WORK REQUEST:
The lines you need are those holding the word "Quyền"; pull them from the material.

RECORDED INFORMATION:

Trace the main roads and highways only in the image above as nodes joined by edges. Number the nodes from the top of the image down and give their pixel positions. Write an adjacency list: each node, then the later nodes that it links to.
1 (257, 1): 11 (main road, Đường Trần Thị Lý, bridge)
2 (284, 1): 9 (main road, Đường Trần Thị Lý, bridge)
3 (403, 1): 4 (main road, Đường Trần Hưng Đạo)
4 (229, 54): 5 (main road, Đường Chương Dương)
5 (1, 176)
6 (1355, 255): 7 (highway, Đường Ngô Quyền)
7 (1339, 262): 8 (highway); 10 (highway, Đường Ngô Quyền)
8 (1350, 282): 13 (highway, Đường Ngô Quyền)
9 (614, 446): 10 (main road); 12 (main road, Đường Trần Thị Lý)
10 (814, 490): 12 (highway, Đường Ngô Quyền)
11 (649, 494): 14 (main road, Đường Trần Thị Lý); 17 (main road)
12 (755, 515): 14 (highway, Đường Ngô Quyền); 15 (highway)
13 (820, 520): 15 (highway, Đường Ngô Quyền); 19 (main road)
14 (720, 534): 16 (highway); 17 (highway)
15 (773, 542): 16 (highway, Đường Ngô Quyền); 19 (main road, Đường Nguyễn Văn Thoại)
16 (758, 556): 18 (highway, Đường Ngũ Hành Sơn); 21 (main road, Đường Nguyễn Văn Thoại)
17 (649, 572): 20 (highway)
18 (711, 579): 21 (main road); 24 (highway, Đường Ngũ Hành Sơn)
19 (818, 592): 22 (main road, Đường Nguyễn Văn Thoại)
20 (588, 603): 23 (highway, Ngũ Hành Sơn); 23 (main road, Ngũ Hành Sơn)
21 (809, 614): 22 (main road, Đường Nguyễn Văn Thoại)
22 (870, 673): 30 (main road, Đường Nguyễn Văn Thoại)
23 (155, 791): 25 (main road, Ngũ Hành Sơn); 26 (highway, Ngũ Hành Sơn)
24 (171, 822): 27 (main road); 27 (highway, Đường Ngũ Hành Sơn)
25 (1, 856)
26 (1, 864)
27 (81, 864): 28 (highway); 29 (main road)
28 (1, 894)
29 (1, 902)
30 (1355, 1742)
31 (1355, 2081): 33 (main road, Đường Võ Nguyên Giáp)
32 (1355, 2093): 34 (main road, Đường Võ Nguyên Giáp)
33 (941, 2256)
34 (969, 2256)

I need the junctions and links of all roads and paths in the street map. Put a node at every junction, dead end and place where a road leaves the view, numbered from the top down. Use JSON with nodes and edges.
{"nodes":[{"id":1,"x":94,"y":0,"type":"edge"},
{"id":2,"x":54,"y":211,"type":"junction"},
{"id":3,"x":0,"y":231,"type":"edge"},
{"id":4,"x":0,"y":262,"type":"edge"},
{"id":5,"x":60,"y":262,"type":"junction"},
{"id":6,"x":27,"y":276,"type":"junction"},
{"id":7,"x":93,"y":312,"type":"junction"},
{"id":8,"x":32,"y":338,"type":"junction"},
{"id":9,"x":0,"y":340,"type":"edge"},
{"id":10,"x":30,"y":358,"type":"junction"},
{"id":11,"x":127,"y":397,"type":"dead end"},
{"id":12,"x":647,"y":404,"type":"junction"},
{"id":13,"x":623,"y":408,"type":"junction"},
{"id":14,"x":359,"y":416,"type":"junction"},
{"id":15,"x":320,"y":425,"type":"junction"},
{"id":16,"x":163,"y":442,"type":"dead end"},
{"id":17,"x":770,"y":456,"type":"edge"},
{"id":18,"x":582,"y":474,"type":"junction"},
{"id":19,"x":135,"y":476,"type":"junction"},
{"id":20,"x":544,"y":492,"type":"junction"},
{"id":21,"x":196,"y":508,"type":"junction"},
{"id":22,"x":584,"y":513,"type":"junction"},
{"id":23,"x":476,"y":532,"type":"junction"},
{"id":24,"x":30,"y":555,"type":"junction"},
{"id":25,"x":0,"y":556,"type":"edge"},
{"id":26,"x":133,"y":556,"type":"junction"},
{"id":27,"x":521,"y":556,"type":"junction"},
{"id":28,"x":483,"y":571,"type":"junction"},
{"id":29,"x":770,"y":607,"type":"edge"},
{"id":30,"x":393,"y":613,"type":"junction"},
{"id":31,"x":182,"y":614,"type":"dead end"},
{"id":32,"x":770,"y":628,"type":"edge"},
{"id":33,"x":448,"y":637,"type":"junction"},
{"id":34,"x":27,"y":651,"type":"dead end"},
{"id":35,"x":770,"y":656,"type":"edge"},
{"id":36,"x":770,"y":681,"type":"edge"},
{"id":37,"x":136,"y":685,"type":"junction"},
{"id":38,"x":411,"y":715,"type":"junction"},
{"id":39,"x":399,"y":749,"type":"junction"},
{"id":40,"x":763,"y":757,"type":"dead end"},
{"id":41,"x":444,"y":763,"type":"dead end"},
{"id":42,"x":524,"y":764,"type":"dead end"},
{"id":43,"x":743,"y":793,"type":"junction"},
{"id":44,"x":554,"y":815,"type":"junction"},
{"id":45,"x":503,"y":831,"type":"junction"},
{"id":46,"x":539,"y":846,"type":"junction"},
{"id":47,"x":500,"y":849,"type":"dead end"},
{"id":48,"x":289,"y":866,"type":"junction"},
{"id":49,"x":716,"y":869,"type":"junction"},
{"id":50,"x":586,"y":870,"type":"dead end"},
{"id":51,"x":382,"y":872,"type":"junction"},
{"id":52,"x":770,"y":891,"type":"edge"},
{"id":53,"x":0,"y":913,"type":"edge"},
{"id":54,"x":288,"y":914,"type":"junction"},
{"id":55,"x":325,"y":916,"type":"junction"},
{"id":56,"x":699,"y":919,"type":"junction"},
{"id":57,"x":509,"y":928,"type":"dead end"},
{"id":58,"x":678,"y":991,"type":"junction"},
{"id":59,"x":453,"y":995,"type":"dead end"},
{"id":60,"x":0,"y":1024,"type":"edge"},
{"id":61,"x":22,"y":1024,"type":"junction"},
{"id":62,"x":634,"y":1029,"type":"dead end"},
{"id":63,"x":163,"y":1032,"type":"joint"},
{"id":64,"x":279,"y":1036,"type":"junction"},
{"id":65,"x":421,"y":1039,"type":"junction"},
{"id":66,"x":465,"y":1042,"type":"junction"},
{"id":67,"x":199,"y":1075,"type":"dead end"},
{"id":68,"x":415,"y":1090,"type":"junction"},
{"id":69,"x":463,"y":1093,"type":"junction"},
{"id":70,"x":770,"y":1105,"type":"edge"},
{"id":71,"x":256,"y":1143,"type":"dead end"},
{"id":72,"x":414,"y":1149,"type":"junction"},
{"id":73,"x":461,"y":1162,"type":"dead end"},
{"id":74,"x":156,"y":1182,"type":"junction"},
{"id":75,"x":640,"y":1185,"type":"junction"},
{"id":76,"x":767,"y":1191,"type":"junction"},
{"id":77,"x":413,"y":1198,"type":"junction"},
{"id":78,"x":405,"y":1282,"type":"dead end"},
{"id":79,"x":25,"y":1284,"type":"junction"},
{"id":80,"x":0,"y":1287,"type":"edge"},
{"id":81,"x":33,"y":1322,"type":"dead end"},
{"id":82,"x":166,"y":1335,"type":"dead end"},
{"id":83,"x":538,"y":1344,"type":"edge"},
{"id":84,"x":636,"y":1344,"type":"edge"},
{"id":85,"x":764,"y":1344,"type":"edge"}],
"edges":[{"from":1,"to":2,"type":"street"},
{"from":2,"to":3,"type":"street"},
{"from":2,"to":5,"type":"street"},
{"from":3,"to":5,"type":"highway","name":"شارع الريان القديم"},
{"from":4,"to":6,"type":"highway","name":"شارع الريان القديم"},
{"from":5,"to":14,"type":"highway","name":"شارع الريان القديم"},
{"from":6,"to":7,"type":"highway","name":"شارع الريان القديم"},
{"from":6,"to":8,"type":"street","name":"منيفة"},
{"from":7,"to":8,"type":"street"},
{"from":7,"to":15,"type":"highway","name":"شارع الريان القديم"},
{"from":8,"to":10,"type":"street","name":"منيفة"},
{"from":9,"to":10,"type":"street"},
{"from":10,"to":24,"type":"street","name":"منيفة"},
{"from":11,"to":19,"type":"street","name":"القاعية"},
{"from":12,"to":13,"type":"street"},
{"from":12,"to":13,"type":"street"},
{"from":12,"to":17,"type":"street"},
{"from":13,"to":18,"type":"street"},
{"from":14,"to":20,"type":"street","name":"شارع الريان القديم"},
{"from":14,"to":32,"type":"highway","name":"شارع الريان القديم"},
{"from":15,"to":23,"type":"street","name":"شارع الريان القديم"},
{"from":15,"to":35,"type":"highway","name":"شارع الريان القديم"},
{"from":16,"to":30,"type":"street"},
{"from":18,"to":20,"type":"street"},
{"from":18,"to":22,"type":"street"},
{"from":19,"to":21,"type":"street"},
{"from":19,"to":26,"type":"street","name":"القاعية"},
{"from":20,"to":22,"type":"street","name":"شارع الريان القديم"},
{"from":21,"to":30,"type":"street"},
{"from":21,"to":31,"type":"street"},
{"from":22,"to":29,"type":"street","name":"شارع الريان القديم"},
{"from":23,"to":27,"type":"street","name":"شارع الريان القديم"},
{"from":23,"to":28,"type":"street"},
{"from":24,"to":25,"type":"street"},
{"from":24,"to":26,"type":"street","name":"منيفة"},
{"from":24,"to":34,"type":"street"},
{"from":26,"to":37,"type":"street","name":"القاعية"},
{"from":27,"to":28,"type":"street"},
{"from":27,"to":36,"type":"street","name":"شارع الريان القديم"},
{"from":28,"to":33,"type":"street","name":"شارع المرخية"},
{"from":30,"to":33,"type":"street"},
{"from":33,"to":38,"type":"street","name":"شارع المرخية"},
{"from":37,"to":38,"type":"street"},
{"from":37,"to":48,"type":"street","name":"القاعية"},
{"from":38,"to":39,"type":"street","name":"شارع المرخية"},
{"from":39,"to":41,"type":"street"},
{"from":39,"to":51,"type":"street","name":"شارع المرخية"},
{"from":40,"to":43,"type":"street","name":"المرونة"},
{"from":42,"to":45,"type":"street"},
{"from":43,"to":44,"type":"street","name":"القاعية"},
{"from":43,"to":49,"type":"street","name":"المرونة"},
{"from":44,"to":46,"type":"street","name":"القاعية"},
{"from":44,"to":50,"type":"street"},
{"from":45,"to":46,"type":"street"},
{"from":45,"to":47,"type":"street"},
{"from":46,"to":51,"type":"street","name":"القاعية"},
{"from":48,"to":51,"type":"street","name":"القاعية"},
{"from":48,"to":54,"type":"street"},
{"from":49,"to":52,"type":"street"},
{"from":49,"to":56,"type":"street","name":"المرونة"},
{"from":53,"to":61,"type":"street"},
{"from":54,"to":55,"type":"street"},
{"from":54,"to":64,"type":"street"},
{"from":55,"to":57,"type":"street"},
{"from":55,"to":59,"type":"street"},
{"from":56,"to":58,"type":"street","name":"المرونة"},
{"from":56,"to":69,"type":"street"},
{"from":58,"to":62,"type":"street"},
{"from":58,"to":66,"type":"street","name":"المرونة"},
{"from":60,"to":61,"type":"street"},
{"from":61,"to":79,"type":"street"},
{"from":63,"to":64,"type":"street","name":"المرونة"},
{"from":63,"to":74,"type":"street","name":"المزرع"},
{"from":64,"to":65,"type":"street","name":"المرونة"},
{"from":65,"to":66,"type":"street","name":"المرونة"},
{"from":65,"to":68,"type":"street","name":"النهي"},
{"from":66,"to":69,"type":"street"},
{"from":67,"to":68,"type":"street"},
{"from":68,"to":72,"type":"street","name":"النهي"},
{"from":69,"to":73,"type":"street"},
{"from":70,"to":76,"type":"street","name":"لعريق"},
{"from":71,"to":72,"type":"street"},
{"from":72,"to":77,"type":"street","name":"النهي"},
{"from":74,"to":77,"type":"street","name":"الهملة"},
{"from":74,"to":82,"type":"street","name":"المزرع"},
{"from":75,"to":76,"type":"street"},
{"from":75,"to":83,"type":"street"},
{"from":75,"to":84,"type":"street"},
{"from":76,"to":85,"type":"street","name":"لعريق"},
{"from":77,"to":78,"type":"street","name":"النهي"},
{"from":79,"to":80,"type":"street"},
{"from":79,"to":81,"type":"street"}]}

SOLVED EXERCISE:
6 (1355, 255): 7 (highway, Đường Ngô Quyền)
7 (1339, 262): 8 (highway); 10 (highway, Đường Ngô Quyền)
8 (1350, 282): 13 (highway, Đường Ngô Quyền)
10 (814, 490): 12 (highway, Đường Ngô Quyền)
12 (755, 515): 14 (highway, Đường Ngô Quyền); 15 (highway)
13 (820, 520): 15 (highway, Đường Ngô Quyền); 19 (main road)
15 (773, 542): 16 (highway, Đường Ngô Quyền); 19 (main road, Đường Nguyễn Văn Thoại)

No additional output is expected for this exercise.